Stored data
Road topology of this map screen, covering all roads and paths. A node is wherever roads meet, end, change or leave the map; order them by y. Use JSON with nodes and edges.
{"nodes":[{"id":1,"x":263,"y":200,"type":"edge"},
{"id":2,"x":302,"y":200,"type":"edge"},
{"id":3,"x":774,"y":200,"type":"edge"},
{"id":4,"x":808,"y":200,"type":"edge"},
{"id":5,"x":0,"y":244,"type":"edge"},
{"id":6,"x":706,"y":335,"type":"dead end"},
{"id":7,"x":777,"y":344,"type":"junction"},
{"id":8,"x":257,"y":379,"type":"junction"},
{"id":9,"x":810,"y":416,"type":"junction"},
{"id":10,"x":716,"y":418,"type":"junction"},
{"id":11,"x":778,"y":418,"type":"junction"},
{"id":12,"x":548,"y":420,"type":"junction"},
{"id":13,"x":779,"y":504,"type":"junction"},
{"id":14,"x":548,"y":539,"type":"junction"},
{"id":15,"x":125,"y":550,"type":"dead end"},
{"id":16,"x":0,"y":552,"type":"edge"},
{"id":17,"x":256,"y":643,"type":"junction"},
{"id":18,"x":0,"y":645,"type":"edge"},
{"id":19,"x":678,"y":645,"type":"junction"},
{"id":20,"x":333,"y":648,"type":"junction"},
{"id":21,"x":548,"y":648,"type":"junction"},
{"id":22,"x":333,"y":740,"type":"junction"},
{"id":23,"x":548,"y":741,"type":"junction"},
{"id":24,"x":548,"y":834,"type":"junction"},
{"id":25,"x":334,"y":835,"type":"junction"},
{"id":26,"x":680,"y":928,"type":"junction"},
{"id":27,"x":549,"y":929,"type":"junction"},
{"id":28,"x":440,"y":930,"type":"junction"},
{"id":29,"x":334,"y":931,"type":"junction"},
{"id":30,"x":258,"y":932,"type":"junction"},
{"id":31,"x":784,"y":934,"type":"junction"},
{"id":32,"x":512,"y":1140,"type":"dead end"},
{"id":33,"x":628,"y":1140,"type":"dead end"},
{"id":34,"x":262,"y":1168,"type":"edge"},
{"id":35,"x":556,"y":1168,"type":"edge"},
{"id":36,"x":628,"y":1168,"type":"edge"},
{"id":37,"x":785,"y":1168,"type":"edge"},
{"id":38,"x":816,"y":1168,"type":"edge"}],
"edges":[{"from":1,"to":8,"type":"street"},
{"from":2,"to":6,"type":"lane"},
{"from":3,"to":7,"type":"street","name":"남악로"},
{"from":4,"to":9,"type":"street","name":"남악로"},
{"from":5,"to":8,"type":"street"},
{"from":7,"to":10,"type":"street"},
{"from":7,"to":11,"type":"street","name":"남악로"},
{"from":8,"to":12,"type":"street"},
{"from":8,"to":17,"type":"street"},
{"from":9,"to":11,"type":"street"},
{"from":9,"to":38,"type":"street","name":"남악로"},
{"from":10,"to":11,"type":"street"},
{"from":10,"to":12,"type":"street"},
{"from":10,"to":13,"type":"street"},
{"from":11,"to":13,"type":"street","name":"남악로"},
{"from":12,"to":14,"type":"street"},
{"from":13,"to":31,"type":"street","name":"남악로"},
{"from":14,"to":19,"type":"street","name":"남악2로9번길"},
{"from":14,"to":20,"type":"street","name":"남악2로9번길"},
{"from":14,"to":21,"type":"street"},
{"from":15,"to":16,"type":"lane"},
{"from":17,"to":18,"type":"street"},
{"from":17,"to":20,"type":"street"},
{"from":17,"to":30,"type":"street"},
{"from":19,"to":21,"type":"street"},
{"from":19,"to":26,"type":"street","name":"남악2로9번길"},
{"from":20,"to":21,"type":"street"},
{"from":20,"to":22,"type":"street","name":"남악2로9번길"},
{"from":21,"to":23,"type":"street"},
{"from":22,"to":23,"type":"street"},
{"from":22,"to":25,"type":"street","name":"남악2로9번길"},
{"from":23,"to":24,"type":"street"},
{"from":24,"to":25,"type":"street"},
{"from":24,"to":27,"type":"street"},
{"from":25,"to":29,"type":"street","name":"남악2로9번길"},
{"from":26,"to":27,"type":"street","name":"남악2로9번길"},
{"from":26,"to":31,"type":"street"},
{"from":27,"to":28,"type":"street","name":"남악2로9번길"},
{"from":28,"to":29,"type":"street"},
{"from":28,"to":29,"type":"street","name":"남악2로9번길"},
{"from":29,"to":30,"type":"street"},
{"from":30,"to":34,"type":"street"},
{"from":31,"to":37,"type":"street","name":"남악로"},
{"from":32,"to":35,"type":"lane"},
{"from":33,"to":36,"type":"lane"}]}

**Problem to work on**. All records must be repeated exactly, with none skipped.

**Reply to the exercise**.
Road topology of this map screen, covering all roads and paths. A node is wherever roads meet, end, change or leave the map; order them by y. Use JSON with nodes and edges.
{"nodes":[{"id":1,"x":263,"y":200,"type":"edge"},
{"id":2,"x":302,"y":200,"type":"edge"},
{"id":3,"x":774,"y":200,"type":"edge"},
{"id":4,"x":808,"y":200,"type":"edge"},
{"id":5,"x":0,"y":244,"type":"edge"},
{"id":6,"x":706,"y":335,"type":"dead end"},
{"id":7,"x":777,"y":344,"type":"junction"},
{"id":8,"x":257,"y":379,"type":"junction"},
{"id":9,"x":810,"y":416,"type":"junction"},
{"id":10,"x":716,"y":418,"type":"junction"},
{"id":11,"x":778,"y":418,"type":"junction"},
{"id":12,"x":548,"y":420,"type":"junction"},
{"id":13,"x":779,"y":504,"type":"junction"},
{"id":14,"x":548,"y":539,"type":"junction"},
{"id":15,"x":125,"y":550,"type":"dead end"},
{"id":16,"x":0,"y":552,"type":"edge"},
{"id":17,"x":256,"y":643,"type":"junction"},
{"id":18,"x":0,"y":645,"type":"edge"},
{"id":19,"x":678,"y":645,"type":"junction"},
{"id":20,"x":333,"y":648,"type":"junction"},
{"id":21,"x":548,"y":648,"type":"junction"},
{"id":22,"x":333,"y":740,"type":"junction"},
{"id":23,"x":548,"y":741,"type":"junction"},
{"id":24,"x":548,"y":834,"type":"junction"},
{"id":25,"x":334,"y":835,"type":"junction"},
{"id":26,"x":680,"y":928,"type":"junction"},
{"id":27,"x":549,"y":929,"type":"junction"},
{"id":28,"x":440,"y":930,"type":"junction"},
{"id":29,"x":334,"y":931,"type":"junction"},
{"id":30,"x":258,"y":932,"type":"junction"},
{"id":31,"x":784,"y":934,"type":"junction"},
{"id":32,"x":512,"y":1140,"type":"dead end"},
{"id":33,"x":628,"y":1140,"type":"dead end"},
{"id":34,"x":262,"y":1168,"type":"edge"},
{"id":35,"x":556,"y":1168,"type":"edge"},
{"id":36,"x":628,"y":1168,"type":"edge"},
{"id":37,"x":785,"y":1168,"type":"edge"},
{"id":38,"x":816,"y":1168,"type":"edge"}],
"edges":[{"from":1,"to":8,"type":"street"},
{"from":2,"to":6,"type":"lane"},
{"from":3,"to":7,"type":"street","name":"남악로"},
{"from":4,"to":9,"type":"street","name":"남악로"},
{"from":5,"to":8,"type":"street"},
{"from":7,"to":10,"type":"street"},
{"from":7,"to":11,"type":"street","name":"남악로"},
{"from":8,"to":12,"type":"street"},
{"from":8,"to":17,"type":"street"},
{"from":9,"to":11,"type":"street"},
{"from":9,"to":38,"type":"street","name":"남악로"},
{"from":10,"to":11,"type":"street"},
{"from":10,"to":12,"type":"street"},
{"from":10,"to":13,"type":"street"},
{"from":11,"to":13,"type":"street","name":"남악로"},
{"from":12,"to":14,"type":"street"},
{"from":13,"to":31,"type":"street","name":"남악로"},
{"from":14,"to":19,"type":"street","name":"남악2로9번길"},
{"from":14,"to":20,"type":"street","name":"남악2로9번길"},
{"from":14,"to":21,"type":"street"},
{"from":15,"to":16,"type":"lane"},
{"from":17,"to":18,"type":"street"},
{"from":17,"to":20,"type":"street"},
{"from":17,"to":30,"type":"street"},
{"from":19,"to":21,"type":"street"},
{"from":19,"to":26,"type":"street","name":"남악2로9번길"},
{"from":20,"to":21,"type":"street"},
{"from":20,"to":22,"type":"street","name":"남악2로9번길"},
{"from":21,"to":23,"type":"street"},
{"from":22,"to":23,"type":"street"},
{"from":22,"to":25,"type":"street","name":"남악2로9번길"},
{"from":23,"to":24,"type":"street"},
{"from":24,"to":25,"type":"street"},
{"from":24,"to":27,"type":"street"},
{"from":25,"to":29,"type":"street","name":"남악2로9번길"},
{"from":26,"to":27,"type":"street","name":"남악2로9번길"},
{"from":26,"to":31,"type":"street"},
{"from":27,"to":28,"type":"street","name":"남악2로9번길"},
{"from":28,"to":29,"type":"street"},
{"from":28,"to":29,"type":"street","name":"남악2로9번길"},
{"from":29,"to":30,"type":"street"},
{"from":30,"to":34,"type":"street"},
{"from":31,"to":37,"type":"street","name":"남악로"},
{"from":32,"to":35,"type":"lane"},
{"from":33,"to":36,"type":"lane"}]}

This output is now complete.